Figure 4 illustrates there is no significant difference in carbon weight percentage at varying depths on comparable samples. This suggests there is no compositional carbon difference in the products produced by both the conventional and Endocarb carburization methods.

The indication is there are few differences between all four measurements conducted for each tooth of the bull gear. The main experimental difference, defined here as more than 10 percent or 3 HRC difference, comes from the ECD measurement of bull gear B. However, the third-party ECD measurements were very similar for this tooth in both instances. Overall, there is only a slight difference between measurements, indicating that, again, there is only a slight variance of the essential characteristics within the parts produced by the two carburization techniques.

Although the balance of all measurements (not reported here) supported this conclusion, microstructural analysis was conducted to characterize the microstructure (Figures 5–7) before and after etching [4]. The microstructure is consistent between samples (the color difference in Figure 7 is due to an etching effect and differences in lighting). These microstructures confirm there is virtually no difference between the parts produced via both systems.

Figure 5: Intergranular oxidation (IGO) comparisons on bull gear B from both facilities [4].
Figure 6: Flank (midpoint) comparisons performed on bull gear B from both facilities [4].
Figure 7: Root center comparisons performed on bull gear B from both facilities [4].

Trial Summary

The Endocarb system was determined to have achieved the same results as found with conventional endothermic gas carburizing for the parts in this study. The principal conclusions reached were:

  • Carbon Potential: The higher and lower carbon potential set point throughout the process produced less soot accumulation within the furnace resulting in less “housekeeping” for the pyro technicians. Sooting from conventional processing is known to cause significant equipment problems and process variation.
  • Temperature: The temperature fluctuations necessary to control the varying carbon set points was not shown to adversely affect the quality of the gas carburized products.
  • Time: The cycle time for gas carburizing was found to decrease by approximately 18 percent, allowing higher productivity and associated cost savings.
  • Microstructure, Case Depth, Surface Hardness, Retained Austenite: The analyses of both the Fairfield and Heavy Carbon treated parts produced similar measurements.

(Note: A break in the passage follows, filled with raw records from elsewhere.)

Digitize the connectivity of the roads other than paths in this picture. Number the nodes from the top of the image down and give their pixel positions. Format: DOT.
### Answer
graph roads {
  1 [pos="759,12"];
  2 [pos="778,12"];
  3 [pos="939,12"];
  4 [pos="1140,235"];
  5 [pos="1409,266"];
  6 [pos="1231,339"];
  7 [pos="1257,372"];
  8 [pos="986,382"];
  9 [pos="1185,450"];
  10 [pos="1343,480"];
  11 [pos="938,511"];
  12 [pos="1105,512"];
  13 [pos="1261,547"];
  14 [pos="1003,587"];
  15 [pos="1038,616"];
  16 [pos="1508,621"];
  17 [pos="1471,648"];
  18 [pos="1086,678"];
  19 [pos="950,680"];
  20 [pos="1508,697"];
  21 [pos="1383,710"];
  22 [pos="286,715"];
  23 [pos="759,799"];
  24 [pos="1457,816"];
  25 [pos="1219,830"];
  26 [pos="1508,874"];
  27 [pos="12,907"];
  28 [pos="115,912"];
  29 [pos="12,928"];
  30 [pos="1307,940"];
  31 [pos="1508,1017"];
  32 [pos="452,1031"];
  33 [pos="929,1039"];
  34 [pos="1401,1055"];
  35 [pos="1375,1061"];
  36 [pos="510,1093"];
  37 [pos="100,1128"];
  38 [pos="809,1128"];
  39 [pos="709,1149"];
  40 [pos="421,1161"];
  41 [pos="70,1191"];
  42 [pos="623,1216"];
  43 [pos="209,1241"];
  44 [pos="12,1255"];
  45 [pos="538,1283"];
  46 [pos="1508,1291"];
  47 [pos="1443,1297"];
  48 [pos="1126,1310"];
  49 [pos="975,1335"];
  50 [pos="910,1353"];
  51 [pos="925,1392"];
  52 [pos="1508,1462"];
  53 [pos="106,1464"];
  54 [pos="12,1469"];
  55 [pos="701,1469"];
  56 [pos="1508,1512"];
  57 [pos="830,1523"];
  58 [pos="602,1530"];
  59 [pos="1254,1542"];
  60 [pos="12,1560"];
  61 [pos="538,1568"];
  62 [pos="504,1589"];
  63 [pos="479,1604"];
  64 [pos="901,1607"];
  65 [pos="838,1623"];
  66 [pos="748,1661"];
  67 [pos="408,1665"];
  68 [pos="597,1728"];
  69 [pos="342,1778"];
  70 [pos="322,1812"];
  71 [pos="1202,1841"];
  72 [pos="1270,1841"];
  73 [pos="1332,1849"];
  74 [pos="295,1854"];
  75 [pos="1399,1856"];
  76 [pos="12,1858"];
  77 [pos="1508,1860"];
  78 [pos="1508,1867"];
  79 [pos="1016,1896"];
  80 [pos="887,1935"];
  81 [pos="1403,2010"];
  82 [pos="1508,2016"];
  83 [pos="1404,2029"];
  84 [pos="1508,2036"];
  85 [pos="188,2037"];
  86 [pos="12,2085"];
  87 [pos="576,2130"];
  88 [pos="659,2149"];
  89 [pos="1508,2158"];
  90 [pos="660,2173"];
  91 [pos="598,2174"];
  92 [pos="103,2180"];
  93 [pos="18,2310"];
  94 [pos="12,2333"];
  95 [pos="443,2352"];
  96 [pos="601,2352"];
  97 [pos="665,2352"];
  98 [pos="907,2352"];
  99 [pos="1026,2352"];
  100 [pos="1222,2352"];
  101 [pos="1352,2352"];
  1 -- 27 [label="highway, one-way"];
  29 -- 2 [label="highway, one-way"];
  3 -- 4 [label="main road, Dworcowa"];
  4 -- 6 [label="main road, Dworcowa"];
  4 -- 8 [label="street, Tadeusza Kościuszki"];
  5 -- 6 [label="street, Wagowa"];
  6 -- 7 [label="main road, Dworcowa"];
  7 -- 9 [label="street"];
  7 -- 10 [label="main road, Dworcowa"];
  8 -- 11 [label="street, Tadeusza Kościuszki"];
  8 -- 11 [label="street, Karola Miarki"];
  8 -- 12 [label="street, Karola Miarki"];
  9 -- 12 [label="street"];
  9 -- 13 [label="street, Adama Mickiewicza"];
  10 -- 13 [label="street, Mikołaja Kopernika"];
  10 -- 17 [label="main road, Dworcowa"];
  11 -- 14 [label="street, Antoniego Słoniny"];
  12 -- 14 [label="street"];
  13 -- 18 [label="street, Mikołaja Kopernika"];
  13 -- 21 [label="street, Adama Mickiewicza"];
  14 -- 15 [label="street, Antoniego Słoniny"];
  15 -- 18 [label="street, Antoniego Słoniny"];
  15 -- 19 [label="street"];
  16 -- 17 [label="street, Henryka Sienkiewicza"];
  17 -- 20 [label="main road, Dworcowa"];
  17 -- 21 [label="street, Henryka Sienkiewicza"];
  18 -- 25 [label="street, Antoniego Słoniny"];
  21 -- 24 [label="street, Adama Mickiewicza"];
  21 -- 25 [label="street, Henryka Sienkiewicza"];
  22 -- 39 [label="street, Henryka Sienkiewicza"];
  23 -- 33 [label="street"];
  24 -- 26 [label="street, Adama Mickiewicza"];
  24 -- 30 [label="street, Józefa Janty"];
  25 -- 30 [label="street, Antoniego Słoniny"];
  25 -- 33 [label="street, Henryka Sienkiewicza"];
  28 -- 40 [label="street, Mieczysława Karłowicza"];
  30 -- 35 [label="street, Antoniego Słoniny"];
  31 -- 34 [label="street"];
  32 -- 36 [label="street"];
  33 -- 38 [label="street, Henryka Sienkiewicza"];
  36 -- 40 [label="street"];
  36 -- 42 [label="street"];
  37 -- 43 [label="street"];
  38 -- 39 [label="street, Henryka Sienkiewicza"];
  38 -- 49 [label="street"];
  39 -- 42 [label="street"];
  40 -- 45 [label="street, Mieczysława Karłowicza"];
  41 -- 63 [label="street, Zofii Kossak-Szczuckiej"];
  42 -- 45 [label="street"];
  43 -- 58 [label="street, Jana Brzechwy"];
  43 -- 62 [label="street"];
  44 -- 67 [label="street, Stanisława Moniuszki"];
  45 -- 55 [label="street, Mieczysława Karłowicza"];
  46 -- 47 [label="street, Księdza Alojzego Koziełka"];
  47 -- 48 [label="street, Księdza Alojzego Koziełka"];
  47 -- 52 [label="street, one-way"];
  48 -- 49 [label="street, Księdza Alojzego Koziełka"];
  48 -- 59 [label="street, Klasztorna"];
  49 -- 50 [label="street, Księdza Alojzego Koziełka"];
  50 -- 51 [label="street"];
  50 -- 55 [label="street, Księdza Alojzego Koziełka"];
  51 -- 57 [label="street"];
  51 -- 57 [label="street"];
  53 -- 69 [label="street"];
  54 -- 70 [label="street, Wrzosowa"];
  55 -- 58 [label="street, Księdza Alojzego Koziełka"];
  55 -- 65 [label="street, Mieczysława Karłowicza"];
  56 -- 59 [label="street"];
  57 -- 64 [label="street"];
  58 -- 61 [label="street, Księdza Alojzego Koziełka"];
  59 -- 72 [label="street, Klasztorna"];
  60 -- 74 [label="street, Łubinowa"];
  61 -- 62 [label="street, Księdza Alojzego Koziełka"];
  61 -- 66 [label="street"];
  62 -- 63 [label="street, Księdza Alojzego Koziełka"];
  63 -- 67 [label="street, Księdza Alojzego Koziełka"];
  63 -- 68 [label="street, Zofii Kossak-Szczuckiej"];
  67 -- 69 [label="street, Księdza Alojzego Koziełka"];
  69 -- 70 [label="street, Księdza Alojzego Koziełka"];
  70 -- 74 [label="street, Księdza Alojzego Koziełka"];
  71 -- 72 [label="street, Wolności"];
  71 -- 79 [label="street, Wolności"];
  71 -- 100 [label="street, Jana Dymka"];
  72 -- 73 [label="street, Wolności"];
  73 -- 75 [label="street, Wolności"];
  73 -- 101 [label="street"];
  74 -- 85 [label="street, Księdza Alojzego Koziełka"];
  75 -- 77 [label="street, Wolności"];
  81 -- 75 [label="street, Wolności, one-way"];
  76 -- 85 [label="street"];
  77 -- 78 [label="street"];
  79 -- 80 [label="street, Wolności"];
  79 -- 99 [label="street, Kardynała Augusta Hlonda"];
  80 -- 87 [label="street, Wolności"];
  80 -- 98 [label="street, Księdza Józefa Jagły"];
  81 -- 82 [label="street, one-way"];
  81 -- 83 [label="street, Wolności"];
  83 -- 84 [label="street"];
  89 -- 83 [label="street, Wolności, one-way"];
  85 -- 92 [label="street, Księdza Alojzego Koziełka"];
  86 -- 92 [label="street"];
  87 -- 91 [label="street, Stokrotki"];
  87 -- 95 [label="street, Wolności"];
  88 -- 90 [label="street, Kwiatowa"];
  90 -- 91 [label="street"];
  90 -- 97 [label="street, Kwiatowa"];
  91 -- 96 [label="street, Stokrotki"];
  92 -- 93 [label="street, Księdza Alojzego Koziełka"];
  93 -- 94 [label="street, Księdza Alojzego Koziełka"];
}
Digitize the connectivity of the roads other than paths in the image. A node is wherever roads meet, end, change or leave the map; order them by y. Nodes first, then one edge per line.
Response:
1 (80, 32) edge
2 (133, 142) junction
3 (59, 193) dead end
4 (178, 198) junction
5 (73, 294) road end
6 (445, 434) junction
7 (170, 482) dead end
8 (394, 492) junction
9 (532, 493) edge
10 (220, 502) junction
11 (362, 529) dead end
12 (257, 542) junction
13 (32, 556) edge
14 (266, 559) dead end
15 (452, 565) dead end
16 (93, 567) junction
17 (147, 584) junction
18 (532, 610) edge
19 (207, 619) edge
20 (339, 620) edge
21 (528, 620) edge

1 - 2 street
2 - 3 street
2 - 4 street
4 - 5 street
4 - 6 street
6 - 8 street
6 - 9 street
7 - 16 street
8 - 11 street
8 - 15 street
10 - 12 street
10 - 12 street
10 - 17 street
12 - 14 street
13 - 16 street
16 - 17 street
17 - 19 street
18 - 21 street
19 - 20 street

No significant differences in mechanical properties are expected from identical parts produced by both processes.

Given that the Endocarb system appears to produce parts of identical quality in less time at lower cost, the heat-treatment department will operate more efficiently, shorten product lead times, and still meet or exceed customer expectation.

About Oerlikon Fairfield

Oerlikon Fairfield has been a technology leader and product innovator in gear and drive design for nearly 100 years. Its people, knowledge, and resources help to provide unique solutions for a wide range of customer application needs.

With manufacturing operations in the United States, India, and China, Oerlikon Fairfield has the capability to produce up to AGMA Class 14 spur, helical, or bevel custom gears from 20 mm to 2 m in diameter. Oerlikon Fairfield also designs and builds custom drives for mobile equipment and stationary industrial machinery with torque outputs from 800 Nm to more than 4 million Nm. Products designed to provide integrated solutions for mechanically, hydraulically, or electrically driven systems require Torque Hub® planetary drives, drop boxes, right angle drives, transfer cases, specialty transmissions, differentials, differential carrier assemblies, and housing and custom drive assemblies.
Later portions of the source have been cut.